(Collected data entries)
• • • • • • •
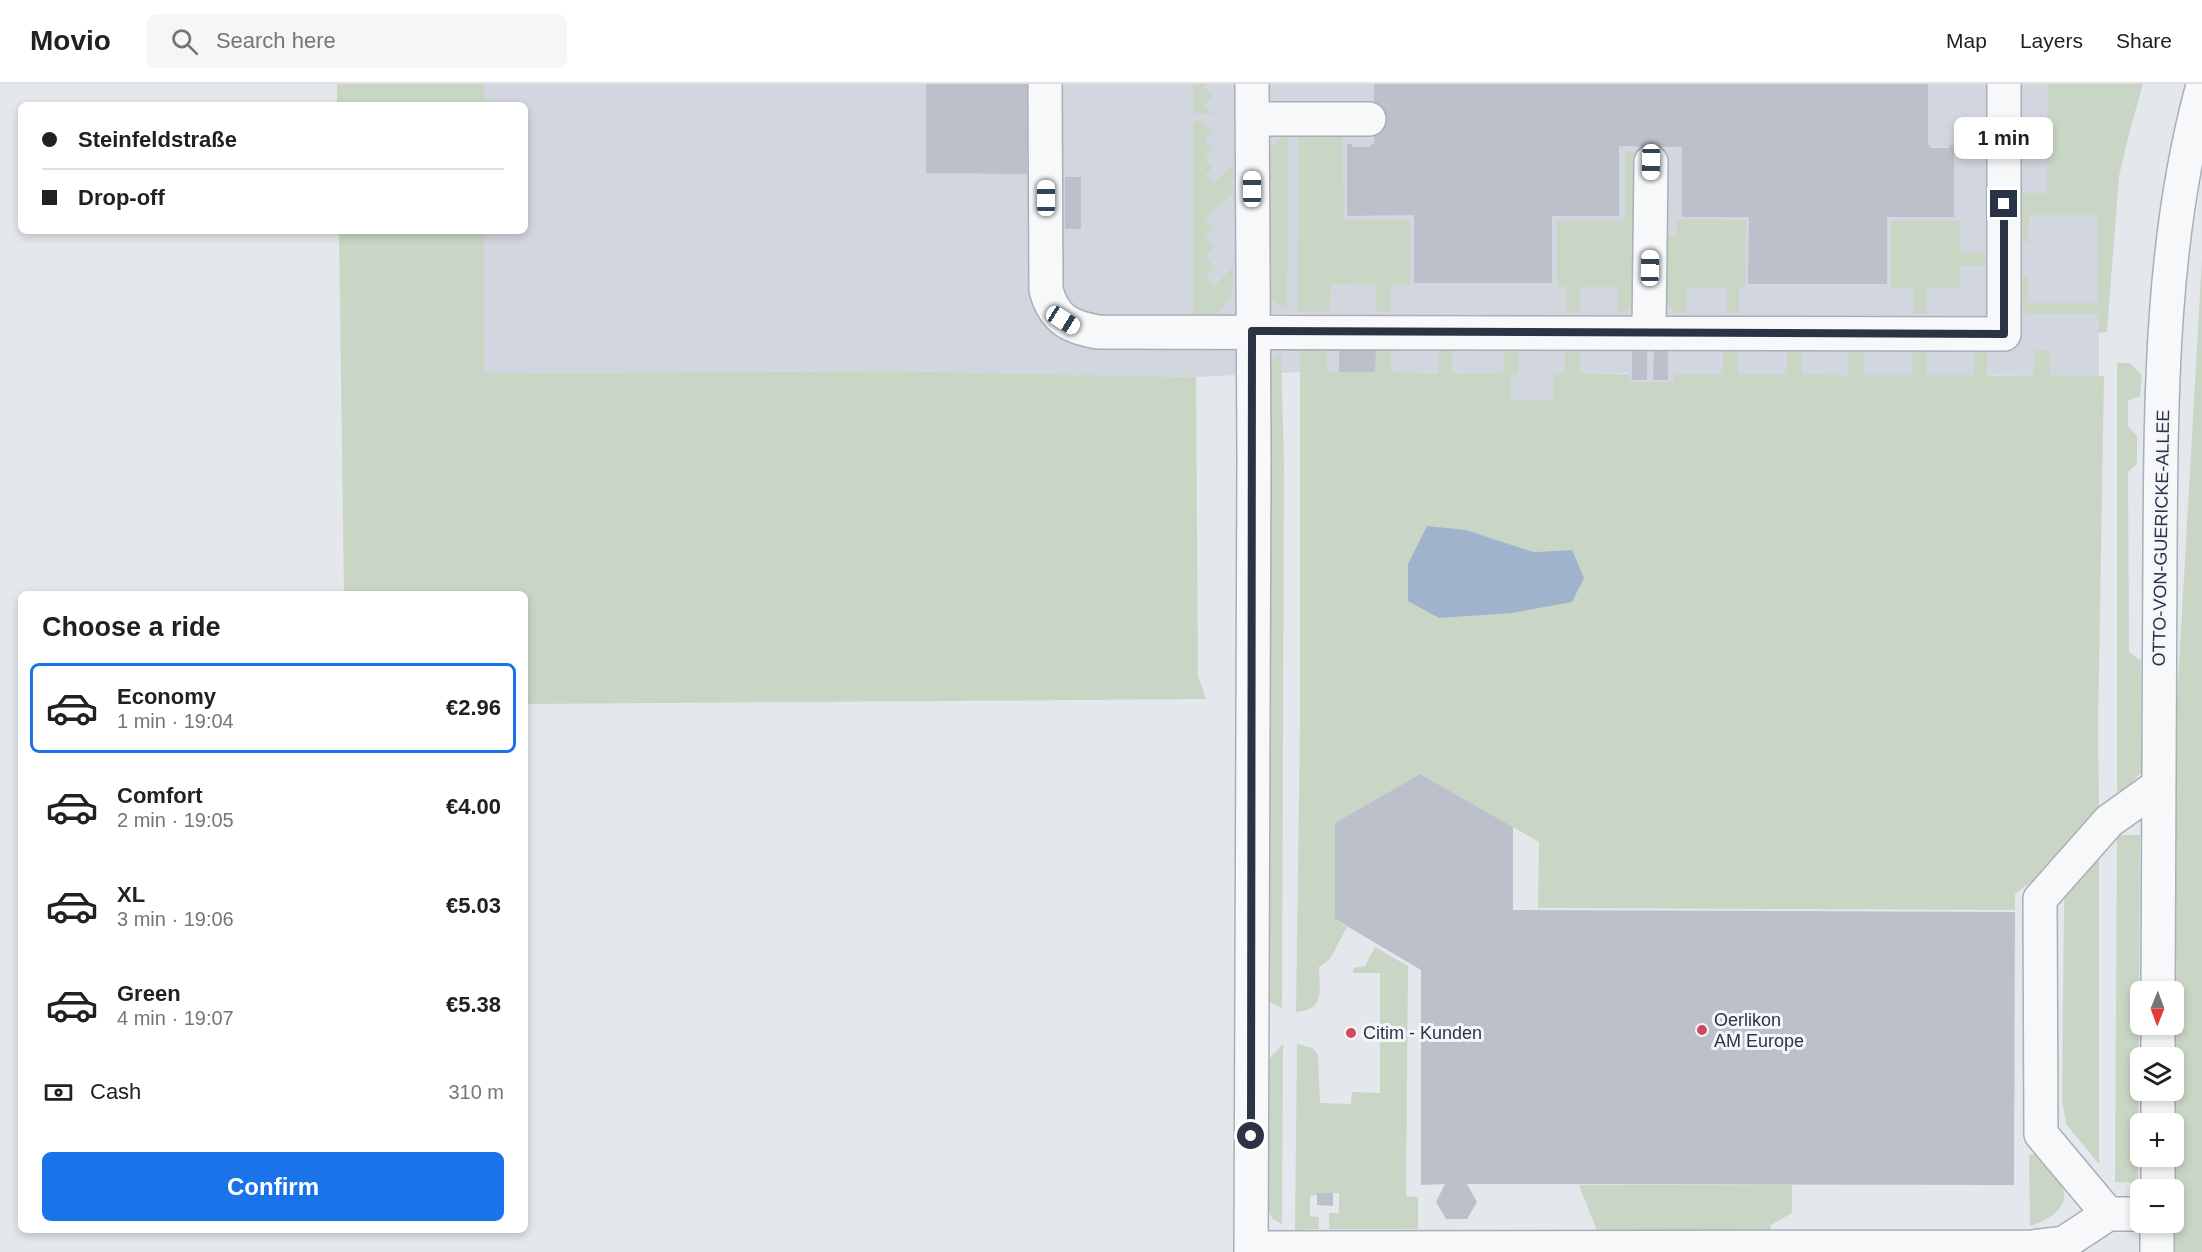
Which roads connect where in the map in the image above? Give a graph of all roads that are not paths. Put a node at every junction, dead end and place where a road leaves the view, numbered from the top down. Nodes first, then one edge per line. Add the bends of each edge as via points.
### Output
1 (1045, 84) edge
2 (1252, 84) edge
3 (2004, 84) edge
4 (2202, 89) edge
5 (1252, 118) junction
6 (1369, 119) dead end
7 (1651, 162) dead end
8 (1252, 331) junction
9 (1649, 332) junction
10 (2158, 786) junction
11 (2158, 981) edge
12 (2108, 1214) junction
13 (2130, 1214) edge
14 (2157, 1233) edge
15 (1251, 1250) edge
16 (2157, 1252) edge

1 - 8 street via 1046,290 1050,306 1077,328 1098,332
2 - 5 street
3 - 9 street via 2004,334
4 - 10 street, OTTO-VON-GUERICKE-ALLEE via 2180,191 2163,345
5 - 6 street
5 - 8 street
7 - 9 street
8 - 9 street
8 - 15 street
10 - 11 street, OTTO-VON-GUERICKE-ALLEE
10 - 12 street via 2109,821 2040,899 2041,1134
12 - 13 street
12 - 15 street via 2064,1243 2032,1247
14 - 16 street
• • • • • • •
> [PROBLEM REQUIREMENTS] If the data includes images, skip them and copy every line exactly.

> [RESULT OF THIS EXERCISE]
Which roads connect where in the map in the image above? Give a graph of all roads that are not paths. Put a node at every junction, dead end and place where a road leaves the view, numbered from the top down. Nodes first, then one edge per line. Add the bends of each edge as via points.
### Output
1 (1045, 84) edge
2 (1252, 84) edge
3 (2004, 84) edge
4 (2202, 89) edge
5 (1252, 118) junction
6 (1369, 119) dead end
7 (1651, 162) dead end
8 (1252, 331) junction
9 (1649, 332) junction
10 (2158, 786) junction
11 (2158, 981) edge
12 (2108, 1214) junction
13 (2130, 1214) edge
14 (2157, 1233) edge
15 (1251, 1250) edge
16 (2157, 1252) edge

1 - 8 street via 1046,290 1050,306 1077,328 1098,332
2 - 5 street
3 - 9 street via 2004,334
4 - 10 street, OTTO-VON-GUERICKE-ALLEE via 2180,191 2163,345
5 - 6 street
5 - 8 street
7 - 9 street
8 - 9 street
8 - 15 street
10 - 11 street, OTTO-VON-GUERICKE-ALLEE
10 - 12 street via 2109,821 2040,899 2041,1134
12 - 13 street
12 - 15 street via 2064,1243 2032,1247
14 - 16 street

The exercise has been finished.